## WORK REQUIRED
Could you return the whole listing exactly?

## MATERIAL FOR THIS EXERCISE
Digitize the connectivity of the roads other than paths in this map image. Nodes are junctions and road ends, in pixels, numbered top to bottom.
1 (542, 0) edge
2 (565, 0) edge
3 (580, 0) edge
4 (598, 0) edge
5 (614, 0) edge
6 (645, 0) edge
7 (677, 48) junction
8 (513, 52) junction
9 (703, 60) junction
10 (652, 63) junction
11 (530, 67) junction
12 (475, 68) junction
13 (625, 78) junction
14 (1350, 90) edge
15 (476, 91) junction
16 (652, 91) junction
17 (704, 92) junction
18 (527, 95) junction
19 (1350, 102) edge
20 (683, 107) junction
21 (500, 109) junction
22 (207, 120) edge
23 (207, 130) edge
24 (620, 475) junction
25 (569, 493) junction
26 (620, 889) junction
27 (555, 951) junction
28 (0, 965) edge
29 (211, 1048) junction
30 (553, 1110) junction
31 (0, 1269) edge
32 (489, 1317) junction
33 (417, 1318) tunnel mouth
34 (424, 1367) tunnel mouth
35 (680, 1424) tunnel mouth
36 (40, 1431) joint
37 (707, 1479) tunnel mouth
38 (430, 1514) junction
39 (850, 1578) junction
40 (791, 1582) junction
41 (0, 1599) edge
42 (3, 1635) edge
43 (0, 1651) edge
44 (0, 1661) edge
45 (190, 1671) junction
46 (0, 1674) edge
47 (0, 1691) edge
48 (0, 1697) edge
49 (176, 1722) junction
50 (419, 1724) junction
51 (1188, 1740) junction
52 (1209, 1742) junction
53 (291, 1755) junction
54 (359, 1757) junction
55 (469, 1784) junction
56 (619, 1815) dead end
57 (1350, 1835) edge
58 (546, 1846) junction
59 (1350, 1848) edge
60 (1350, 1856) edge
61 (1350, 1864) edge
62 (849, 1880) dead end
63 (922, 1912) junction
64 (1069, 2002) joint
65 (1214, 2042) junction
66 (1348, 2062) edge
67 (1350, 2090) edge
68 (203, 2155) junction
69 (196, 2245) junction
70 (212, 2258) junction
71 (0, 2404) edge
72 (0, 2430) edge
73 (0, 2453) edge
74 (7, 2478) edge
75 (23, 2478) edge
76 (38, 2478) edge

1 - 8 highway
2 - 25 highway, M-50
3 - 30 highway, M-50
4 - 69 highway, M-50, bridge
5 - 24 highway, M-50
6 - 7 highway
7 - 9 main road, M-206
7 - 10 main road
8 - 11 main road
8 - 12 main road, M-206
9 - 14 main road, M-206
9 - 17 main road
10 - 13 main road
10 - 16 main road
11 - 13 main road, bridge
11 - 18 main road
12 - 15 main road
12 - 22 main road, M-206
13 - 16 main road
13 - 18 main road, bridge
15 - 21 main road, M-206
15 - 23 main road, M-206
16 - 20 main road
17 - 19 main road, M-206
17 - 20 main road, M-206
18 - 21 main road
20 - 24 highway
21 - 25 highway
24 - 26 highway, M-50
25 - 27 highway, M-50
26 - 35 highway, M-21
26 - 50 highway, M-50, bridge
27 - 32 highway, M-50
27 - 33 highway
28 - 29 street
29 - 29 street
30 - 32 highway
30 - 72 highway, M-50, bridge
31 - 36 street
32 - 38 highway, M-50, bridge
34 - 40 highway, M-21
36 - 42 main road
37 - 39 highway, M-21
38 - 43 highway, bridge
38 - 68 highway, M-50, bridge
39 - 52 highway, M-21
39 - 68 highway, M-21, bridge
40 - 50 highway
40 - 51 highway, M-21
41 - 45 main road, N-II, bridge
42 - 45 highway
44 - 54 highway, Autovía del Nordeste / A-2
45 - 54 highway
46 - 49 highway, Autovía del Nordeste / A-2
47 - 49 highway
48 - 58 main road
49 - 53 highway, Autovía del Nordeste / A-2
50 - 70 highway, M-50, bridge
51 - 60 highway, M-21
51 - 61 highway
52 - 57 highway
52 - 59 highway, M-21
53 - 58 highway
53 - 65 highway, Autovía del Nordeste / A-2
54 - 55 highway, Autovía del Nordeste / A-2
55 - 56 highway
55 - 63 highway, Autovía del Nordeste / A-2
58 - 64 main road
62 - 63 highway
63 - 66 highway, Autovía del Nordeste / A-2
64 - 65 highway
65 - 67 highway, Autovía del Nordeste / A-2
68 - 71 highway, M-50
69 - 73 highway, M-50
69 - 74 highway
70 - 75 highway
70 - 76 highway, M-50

## TASK ANSWER
Digitize the connectivity of the roads other than paths in this map image. Nodes are junctions and road ends, in pixels, numbered top to bottom.
1 (542, 0) edge
2 (565, 0) edge
3 (580, 0) edge
4 (598, 0) edge
5 (614, 0) edge
6 (645, 0) edge
7 (677, 48) junction
8 (513, 52) junction
9 (703, 60) junction
10 (652, 63) junction
11 (530, 67) junction
12 (475, 68) junction
13 (625, 78) junction
14 (1350, 90) edge
15 (476, 91) junction
16 (652, 91) junction
17 (704, 92) junction
18 (527, 95) junction
19 (1350, 102) edge
20 (683, 107) junction
21 (500, 109) junction
22 (207, 120) edge
23 (207, 130) edge
24 (620, 475) junction
25 (569, 493) junction
26 (620, 889) junction
27 (555, 951) junction
28 (0, 965) edge
29 (211, 1048) junction
30 (553, 1110) junction
31 (0, 1269) edge
32 (489, 1317) junction
33 (417, 1318) tunnel mouth
34 (424, 1367) tunnel mouth
35 (680, 1424) tunnel mouth
36 (40, 1431) joint
37 (707, 1479) tunnel mouth
38 (430, 1514) junction
39 (850, 1578) junction
40 (791, 1582) junction
41 (0, 1599) edge
42 (3, 1635) edge
43 (0, 1651) edge
44 (0, 1661) edge
45 (190, 1671) junction
46 (0, 1674) edge
47 (0, 1691) edge
48 (0, 1697) edge
49 (176, 1722) junction
50 (419, 1724) junction
51 (1188, 1740) junction
52 (1209, 1742) junction
53 (291, 1755) junction
54 (359, 1757) junction
55 (469, 1784) junction
56 (619, 1815) dead end
57 (1350, 1835) edge
58 (546, 1846) junction
59 (1350, 1848) edge
60 (1350, 1856) edge
61 (1350, 1864) edge
62 (849, 1880) dead end
63 (922, 1912) junction
64 (1069, 2002) joint
65 (1214, 2042) junction
66 (1348, 2062) edge
67 (1350, 2090) edge
68 (203, 2155) junction
69 (196, 2245) junction
70 (212, 2258) junction
71 (0, 2404) edge
72 (0, 2430) edge
73 (0, 2453) edge
74 (7, 2478) edge
75 (23, 2478) edge
76 (38, 2478) edge

1 - 8 highway
2 - 25 highway, M-50
3 - 30 highway, M-50
4 - 69 highway, M-50, bridge
5 - 24 highway, M-50
6 - 7 highway
7 - 9 main road, M-206
7 - 10 main road
8 - 11 main road
8 - 12 main road, M-206
9 - 14 main road, M-206
9 - 17 main road
10 - 13 main road
10 - 16 main road
11 - 13 main road, bridge
11 - 18 main road
12 - 15 main road
12 - 22 main road, M-206
13 - 16 main road
13 - 18 main road, bridge
15 - 21 main road, M-206
15 - 23 main road, M-206
16 - 20 main road
17 - 19 main road, M-206
17 - 20 main road, M-206
18 - 21 main road
20 - 24 highway
21 - 25 highway
24 - 26 highway, M-50
25 - 27 highway, M-50
26 - 35 highway, M-21
26 - 50 highway, M-50, bridge
27 - 32 highway, M-50
27 - 33 highway
28 - 29 street
29 - 29 street
30 - 32 highway
30 - 72 highway, M-50, bridge
31 - 36 street
32 - 38 highway, M-50, bridge
34 - 40 highway, M-21
36 - 42 main road
37 - 39 highway, M-21
38 - 43 highway, bridge
38 - 68 highway, M-50, bridge
39 - 52 highway, M-21
39 - 68 highway, M-21, bridge
40 - 50 highway
40 - 51 highway, M-21
41 - 45 main road, N-II, bridge
42 - 45 highway
44 - 54 highway, Autovía del Nordeste / A-2
45 - 54 highway
46 - 49 highway, Autovía del Nordeste / A-2
47 - 49 highway
48 - 58 main road
49 - 53 highway, Autovía del Nordeste / A-2
50 - 70 highway, M-50, bridge
51 - 60 highway, M-21
51 - 61 highway
52 - 57 highway
52 - 59 highway, M-21
53 - 58 highway
53 - 65 highway, Autovía del Nordeste / A-2
54 - 55 highway, Autovía del Nordeste / A-2
55 - 56 highway
55 - 63 highway, Autovía del Nordeste / A-2
58 - 64 main road
62 - 63 highway
63 - 66 highway, Autovía del Nordeste / A-2
64 - 65 highway
65 - 67 highway, Autovía del Nordeste / A-2
68 - 71 highway, M-50
69 - 73 highway, M-50
69 - 74 highway
70 - 75 highway
70 - 76 highway, M-50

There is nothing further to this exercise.